Whenever a line below holds the word "rect", count it; please give only the final number.

Collected data entries:
◆ ◆ ◆ ◆

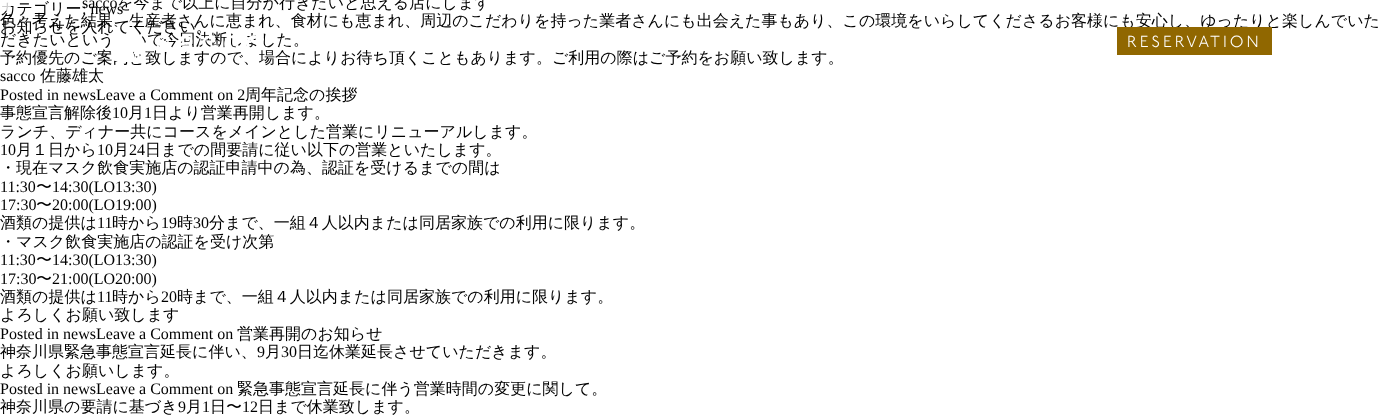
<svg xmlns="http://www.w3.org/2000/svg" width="1384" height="419">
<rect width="100%" height="100%" fill="#fff"/>
<text x="0" y="14" style="font-family:WenQuanYi Zen Hei;font-size:16px;font-weight:500;fill:#000">カテゴリー</text>
<circle cx="2" cy="2" r="10" fill="#ffffffcc"/>
<text x="82" y="8" style="font-family:Liberation Serif;font-size:16px;fill:#000">sacco</text>
<text x="117" y="8" style="font-family:WenQuanYi Zen Hei;font-size:16px;font-weight:500;fill:#000">を今まで以上に自分が行きたいと思える店にします</text>
<text x="0" y="26" style="font-family:WenQuanYi Zen Hei;font-size:16px;font-weight:500;fill:#000">色々考えた結果、生産者さんに恵まれ、食材にも恵まれ、周辺のこだわりを持った業者さんにも出会えた事もあり、この環境をいらしてくださるお客様にも安心し、ゆったりと楽しんでいた</text>
<text x="0" y="45" style="font-family:WenQuanYi Zen Hei;font-size:16px;font-weight:500;fill:#000">だきたいという想いで今回決断しました。</text>
<text x="0" y="63" style="font-family:WenQuanYi Zen Hei;font-size:16px;font-weight:500;fill:#000">予約優先のご案内と致しますので、場合によりお待ち頂くこともあります。ご利用の際はご予約をお願い致します。</text>
<text x="0" y="81" style="font-family:Liberation Serif;font-size:16px;fill:#000">sacco</text>
<text x="40" y="81" style="font-family:WenQuanYi Zen Hei;font-size:16px;font-weight:500;fill:#000">佐藤雄太</text>
<text x="0" y="100" style="font-family:Liberation Serif;font-size:16px;fill:#000">Posted in newsLeave a Comment on 2</text>
<text x="245" y="100" style="font-family:WenQuanYi Zen Hei;font-size:16px;font-weight:500;fill:#000">周年記念の挨拶</text>
<text x="82" y="14" style="font-family:Liberation Serif;font-size:16px;fill:#000">: news</text>
<image x="114" y="20" width="150" height="42" href="media/1.png"/>
<text x="0" y="32" style="font-family:WenQuanYi Zen Hei;font-size:16px;font-weight:500;fill:#000">お知らせを入れてください。</text>
<text x="0" y="118" style="font-family:WenQuanYi Zen Hei;font-size:16px;font-weight:500;fill:#000">事態宣言解除後</text>
<text x="112" y="118" style="font-family:Liberation Serif;font-size:16px;fill:#000">10</text>
<text x="128" y="118" style="font-family:WenQuanYi Zen Hei;font-size:16px;font-weight:500;fill:#000">月</text>
<text x="144" y="118" style="font-family:Liberation Serif;font-size:16px;fill:#000">1</text>
<text x="152" y="118" style="font-family:WenQuanYi Zen Hei;font-size:16px;font-weight:500;fill:#000">日より営業再開します。</text>
<text x="0" y="137" style="font-family:WenQuanYi Zen Hei;font-size:16px;font-weight:500;fill:#000">ランチ、ディナー共にコースをメインとした営業にリニューアルします。</text>
<text x="0" y="155" style="font-family:Liberation Serif;font-size:16px;fill:#000">10</text>
<text x="16" y="155" style="font-family:WenQuanYi Zen Hei;font-size:16px;font-weight:500;fill:#000">月１日から</text>
<text x="97" y="155" style="font-family:Liberation Serif;font-size:16px;fill:#000">10</text>
<text x="113" y="155" style="font-family:WenQuanYi Zen Hei;font-size:16px;font-weight:500;fill:#000">月</text>
<text x="129" y="155" style="font-family:Liberation Serif;font-size:16px;fill:#000">24</text>
<text x="145" y="155" style="font-family:WenQuanYi Zen Hei;font-size:16px;font-weight:500;fill:#000">日までの間要請に従い以下の営業といたします。</text>
<text x="0" y="173" style="font-family:WenQuanYi Zen Hei;font-size:16px;font-weight:500;fill:#000">・現在マスク飲食実施店の認証申請中の為、認証を受けるまでの間は</text>
<text x="0" y="192" style="font-family:Liberation Serif;font-size:16px;fill:#000">11:30</text>
<text x="36" y="192" style="font-family:WenQuanYi Zen Hei;font-size:16px;font-weight:500;fill:#000">〜</text>
<text x="52" y="192" style="font-family:Liberation Serif;font-size:16px;fill:#000">14:30(LO13:30)</text>
<text x="0" y="210" style="font-family:Liberation Serif;font-size:16px;fill:#000">17:30</text>
<text x="36" y="210" style="font-family:WenQuanYi Zen Hei;font-size:16px;font-weight:500;fill:#000">〜</text>
<text x="52" y="210" style="font-family:Liberation Serif;font-size:16px;fill:#000">20:00(LO19:00)</text>
<text x="0" y="228" style="font-family:WenQuanYi Zen Hei;font-size:16px;font-weight:500;fill:#000">酒類の提供は</text>
<text x="97" y="228" style="font-family:Liberation Serif;font-size:16px;fill:#000">11</text>
<text x="112" y="228" style="font-family:WenQuanYi Zen Hei;font-size:16px;font-weight:500;fill:#000">時から</text>
<text x="161" y="228" style="font-family:Liberation Serif;font-size:16px;fill:#000">19</text>
<text x="177" y="228" style="font-family:WenQuanYi Zen Hei;font-size:16px;font-weight:500;fill:#000">時</text>
<text x="193" y="228" style="font-family:Liberation Serif;font-size:16px;fill:#000">30</text>
<text x="209" y="228" style="font-family:WenQuanYi Zen Hei;font-size:16px;font-weight:500;fill:#000">分まで、一組４人以内または同居家族での利用に限ります。</text>
<text x="0" y="247" style="font-family:WenQuanYi Zen Hei;font-size:16px;font-weight:500;fill:#000">・マスク飲食実施店の認証を受け次第</text>
<text x="0" y="265" style="font-family:Liberation Serif;font-size:16px;fill:#000">11:30</text>
<text x="36" y="265" style="font-family:WenQuanYi Zen Hei;font-size:16px;font-weight:500;fill:#000">〜</text>
<text x="52" y="265" style="font-family:Liberation Serif;font-size:16px;fill:#000">14:30(LO13:30)</text>
<text x="0" y="284" style="font-family:Liberation Serif;font-size:16px;fill:#000">17:30</text>
<text x="36" y="284" style="font-family:WenQuanYi Zen Hei;font-size:16px;font-weight:500;fill:#000">〜</text>
<text x="52" y="284" style="font-family:Liberation Serif;font-size:16px;fill:#000">21:00(LO20:00)</text>
<text x="0" y="302" style="font-family:WenQuanYi Zen Hei;font-size:16px;font-weight:500;fill:#000">酒類の提供は</text>
<text x="97" y="302" style="font-family:Liberation Serif;font-size:16px;fill:#000">11</text>
<text x="112" y="302" style="font-family:WenQuanYi Zen Hei;font-size:16px;font-weight:500;fill:#000">時から</text>
<text x="161" y="302" style="font-family:Liberation Serif;font-size:16px;fill:#000">20</text>
<text x="177" y="302" style="font-family:WenQuanYi Zen Hei;font-size:16px;font-weight:500;fill:#000">時まで、一組４人以内または同居家族での利用に限ります。</text>
<text x="0" y="320" style="font-family:WenQuanYi Zen Hei;font-size:16px;font-weight:500;fill:#000">よろしくお願い致します</text>
<text x="0" y="339" style="font-family:Liberation Serif;font-size:16px;fill:#000">Posted in newsLeave a Comment on</text>
<text x="237" y="339" style="font-family:WenQuanYi Zen Hei;font-size:16px;font-weight:500;fill:#000">営業再開のお知らせ</text>
<text x="0" y="357" style="font-family:WenQuanYi Zen Hei;font-size:16px;font-weight:500;fill:#000">神奈川県緊急事態宣言延長に伴い、</text>
<text x="257" y="357" style="font-family:Liberation Serif;font-size:16px;fill:#000">9</text>
<text x="265" y="357" style="font-family:WenQuanYi Zen Hei;font-size:16px;font-weight:500;fill:#000">月</text>
<text x="281" y="357" style="font-family:Liberation Serif;font-size:16px;fill:#000">30</text>
<text x="297" y="357" style="font-family:WenQuanYi Zen Hei;font-size:16px;font-weight:500;fill:#000">日迄休業延長させていただきます。</text>
<text x="0" y="376" style="font-family:WenQuanYi Zen Hei;font-size:16px;font-weight:500;fill:#000">よろしくお願いします。</text>
<text x="0" y="394" style="font-family:Liberation Serif;font-size:16px;fill:#000">Posted in newsLeave a Comment on</text>
<text x="237" y="394" style="font-family:WenQuanYi Zen Hei;font-size:16px;font-weight:500;fill:#000">緊急事態宣言延長に伴う営業時間の変更に関して。</text>
<text x="0" y="412" style="font-family:WenQuanYi Zen Hei;font-size:16px;font-weight:500;fill:#000">神奈川県の要請に基づき</text>
<text x="178" y="412" style="font-family:Liberation Serif;font-size:16px;fill:#000">9</text>
<text x="186" y="412" style="font-family:WenQuanYi Zen Hei;font-size:16px;font-weight:500;fill:#000">月</text>
<text x="202" y="412" style="font-family:Liberation Serif;font-size:16px;fill:#000">1</text>
<text x="210" y="412" style="font-family:WenQuanYi Zen Hei;font-size:16px;font-weight:500;fill:#000">日〜</text>
<text x="242" y="412" style="font-family:Liberation Serif;font-size:16px;fill:#000">12</text>
<text x="258" y="412" style="font-family:WenQuanYi Zen Hei;font-size:16px;font-weight:500;fill:#000">日まで休業致します。</text>
<rect x="1117" y="27" width="155" height="28" fill="#906700"/>
<text x="1127" y="47" style="font-family:'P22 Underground';font-size:16px;font-weight:300;letter-spacing:3px;fill:#fff">RESERVATION</text>
</svg>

◆ ◆ ◆ ◆

▶ **Exercise response**:
2